(Extracted data entries)
++++++++
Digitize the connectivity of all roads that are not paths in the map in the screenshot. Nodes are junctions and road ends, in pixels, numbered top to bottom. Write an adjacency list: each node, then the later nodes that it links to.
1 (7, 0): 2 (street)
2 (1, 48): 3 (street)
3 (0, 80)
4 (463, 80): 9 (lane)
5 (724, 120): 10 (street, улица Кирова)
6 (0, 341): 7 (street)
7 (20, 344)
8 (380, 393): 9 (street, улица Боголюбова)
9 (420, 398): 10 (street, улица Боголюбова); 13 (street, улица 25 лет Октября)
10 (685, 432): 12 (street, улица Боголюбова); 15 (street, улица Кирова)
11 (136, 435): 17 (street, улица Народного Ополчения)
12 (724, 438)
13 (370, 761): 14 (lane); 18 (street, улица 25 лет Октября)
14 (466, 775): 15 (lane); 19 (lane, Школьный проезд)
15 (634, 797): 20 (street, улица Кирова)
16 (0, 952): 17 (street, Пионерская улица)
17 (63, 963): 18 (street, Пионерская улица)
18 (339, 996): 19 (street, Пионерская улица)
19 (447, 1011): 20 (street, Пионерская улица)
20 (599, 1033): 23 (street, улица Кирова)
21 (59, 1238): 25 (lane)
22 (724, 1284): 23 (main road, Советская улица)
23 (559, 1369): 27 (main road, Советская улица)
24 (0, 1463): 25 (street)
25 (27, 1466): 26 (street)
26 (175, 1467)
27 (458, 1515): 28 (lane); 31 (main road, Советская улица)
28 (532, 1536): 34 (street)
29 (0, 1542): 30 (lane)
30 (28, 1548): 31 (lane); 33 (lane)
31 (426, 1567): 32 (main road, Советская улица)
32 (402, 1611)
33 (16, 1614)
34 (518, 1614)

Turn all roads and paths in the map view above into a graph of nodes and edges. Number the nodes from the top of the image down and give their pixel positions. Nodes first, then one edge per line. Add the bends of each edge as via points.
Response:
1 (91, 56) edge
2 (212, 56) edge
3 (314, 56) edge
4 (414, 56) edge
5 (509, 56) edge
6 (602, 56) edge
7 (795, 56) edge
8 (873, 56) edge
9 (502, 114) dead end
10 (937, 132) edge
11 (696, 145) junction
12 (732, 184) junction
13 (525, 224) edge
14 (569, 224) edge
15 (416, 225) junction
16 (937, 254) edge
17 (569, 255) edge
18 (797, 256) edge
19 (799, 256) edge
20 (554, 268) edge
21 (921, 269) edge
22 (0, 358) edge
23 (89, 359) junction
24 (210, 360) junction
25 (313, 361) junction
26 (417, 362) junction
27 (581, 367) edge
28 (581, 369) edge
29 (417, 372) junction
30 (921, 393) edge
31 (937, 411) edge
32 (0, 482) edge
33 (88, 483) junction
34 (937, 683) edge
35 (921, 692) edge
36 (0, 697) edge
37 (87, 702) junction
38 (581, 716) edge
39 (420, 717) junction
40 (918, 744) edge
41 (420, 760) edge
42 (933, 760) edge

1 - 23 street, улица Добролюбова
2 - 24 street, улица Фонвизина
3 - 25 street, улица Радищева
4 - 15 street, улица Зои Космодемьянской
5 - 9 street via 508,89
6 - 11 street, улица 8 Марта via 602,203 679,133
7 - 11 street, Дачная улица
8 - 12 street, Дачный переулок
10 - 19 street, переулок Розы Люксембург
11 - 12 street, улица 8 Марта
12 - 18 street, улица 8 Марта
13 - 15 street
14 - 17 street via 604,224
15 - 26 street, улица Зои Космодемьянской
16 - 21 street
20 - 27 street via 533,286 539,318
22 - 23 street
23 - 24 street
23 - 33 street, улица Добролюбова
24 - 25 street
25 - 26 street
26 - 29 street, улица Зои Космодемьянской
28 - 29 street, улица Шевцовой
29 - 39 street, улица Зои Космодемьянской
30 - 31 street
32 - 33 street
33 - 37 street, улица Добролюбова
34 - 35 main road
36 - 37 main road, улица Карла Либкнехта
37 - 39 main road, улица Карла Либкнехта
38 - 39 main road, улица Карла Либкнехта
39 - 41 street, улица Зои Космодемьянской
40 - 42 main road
++++++++
Every record here must be output exactly, word for word.

Digitize the connectivity of all roads that are not paths in the map in the screenshot. Nodes are junctions and road ends, in pixels, numbered top to bottom. Write an adjacency list: each node, then the later nodes that it links to.
1 (7, 0): 2 (street)
2 (1, 48): 3 (street)
3 (0, 80)
4 (463, 80): 9 (lane)
5 (724, 120): 10 (street, улица Кирова)
6 (0, 341): 7 (street)
7 (20, 344)
8 (380, 393): 9 (street, улица Боголюбова)
9 (420, 398): 10 (street, улица Боголюбова); 13 (street, улица 25 лет Октября)
10 (685, 432): 12 (street, улица Боголюбова); 15 (street, улица Кирова)
11 (136, 435): 17 (street, улица Народного Ополчения)
12 (724, 438)
13 (370, 761): 14 (lane); 18 (street, улица 25 лет Октября)
14 (466, 775): 15 (lane); 19 (lane, Школьный проезд)
15 (634, 797): 20 (street, улица Кирова)
16 (0, 952): 17 (street, Пионерская улица)
17 (63, 963): 18 (street, Пионерская улица)
18 (339, 996): 19 (street, Пионерская улица)
19 (447, 1011): 20 (street, Пионерская улица)
20 (599, 1033): 23 (street, улица Кирова)
21 (59, 1238): 25 (lane)
22 (724, 1284): 23 (main road, Советская улица)
23 (559, 1369): 27 (main road, Советская улица)
24 (0, 1463): 25 (street)
25 (27, 1466): 26 (street)
26 (175, 1467)
27 (458, 1515): 28 (lane); 31 (main road, Советская улица)
28 (532, 1536): 34 (street)
29 (0, 1542): 30 (lane)
30 (28, 1548): 31 (lane); 33 (lane)
31 (426, 1567): 32 (main road, Советская улица)
32 (402, 1611)
33 (16, 1614)
34 (518, 1614)

Turn all roads and paths in the map view above into a graph of nodes and edges. Number the nodes from the top of the image down and give their pixel positions. Nodes first, then one edge per line. Add the bends of each edge as via points.
Response:
1 (91, 56) edge
2 (212, 56) edge
3 (314, 56) edge
4 (414, 56) edge
5 (509, 56) edge
6 (602, 56) edge
7 (795, 56) edge
8 (873, 56) edge
9 (502, 114) dead end
10 (937, 132) edge
11 (696, 145) junction
12 (732, 184) junction
13 (525, 224) edge
14 (569, 224) edge
15 (416, 225) junction
16 (937, 254) edge
17 (569, 255) edge
18 (797, 256) edge
19 (799, 256) edge
20 (554, 268) edge
21 (921, 269) edge
22 (0, 358) edge
23 (89, 359) junction
24 (210, 360) junction
25 (313, 361) junction
26 (417, 362) junction
27 (581, 367) edge
28 (581, 369) edge
29 (417, 372) junction
30 (921, 393) edge
31 (937, 411) edge
32 (0, 482) edge
33 (88, 483) junction
34 (937, 683) edge
35 (921, 692) edge
36 (0, 697) edge
37 (87, 702) junction
38 (581, 716) edge
39 (420, 717) junction
40 (918, 744) edge
41 (420, 760) edge
42 (933, 760) edge

1 - 23 street, улица Добролюбова
2 - 24 street, улица Фонвизина
3 - 25 street, улица Радищева
4 - 15 street, улица Зои Космодемьянской
5 - 9 street via 508,89
6 - 11 street, улица 8 Марта via 602,203 679,133
7 - 11 street, Дачная улица
8 - 12 street, Дачный переулок
10 - 19 street, переулок Розы Люксембург
11 - 12 street, улица 8 Марта
12 - 18 street, улица 8 Марта
13 - 15 street
14 - 17 street via 604,224
15 - 26 street, улица Зои Космодемьянской
16 - 21 street
20 - 27 street via 533,286 539,318
22 - 23 street
23 - 24 street
23 - 33 street, улица Добролюбова
24 - 25 street
25 - 26 street
26 - 29 street, улица Зои Космодемьянской
28 - 29 street, улица Шевцовой
29 - 39 street, улица Зои Космодемьянской
30 - 31 street
32 - 33 street
33 - 37 street, улица Добролюбова
34 - 35 main road
36 - 37 main road, улица Карла Либкнехта
37 - 39 main road, улица Карла Либкнехта
38 - 39 main road, улица Карла Либкнехта
39 - 41 street, улица Зои Космодемьянской
40 - 42 main road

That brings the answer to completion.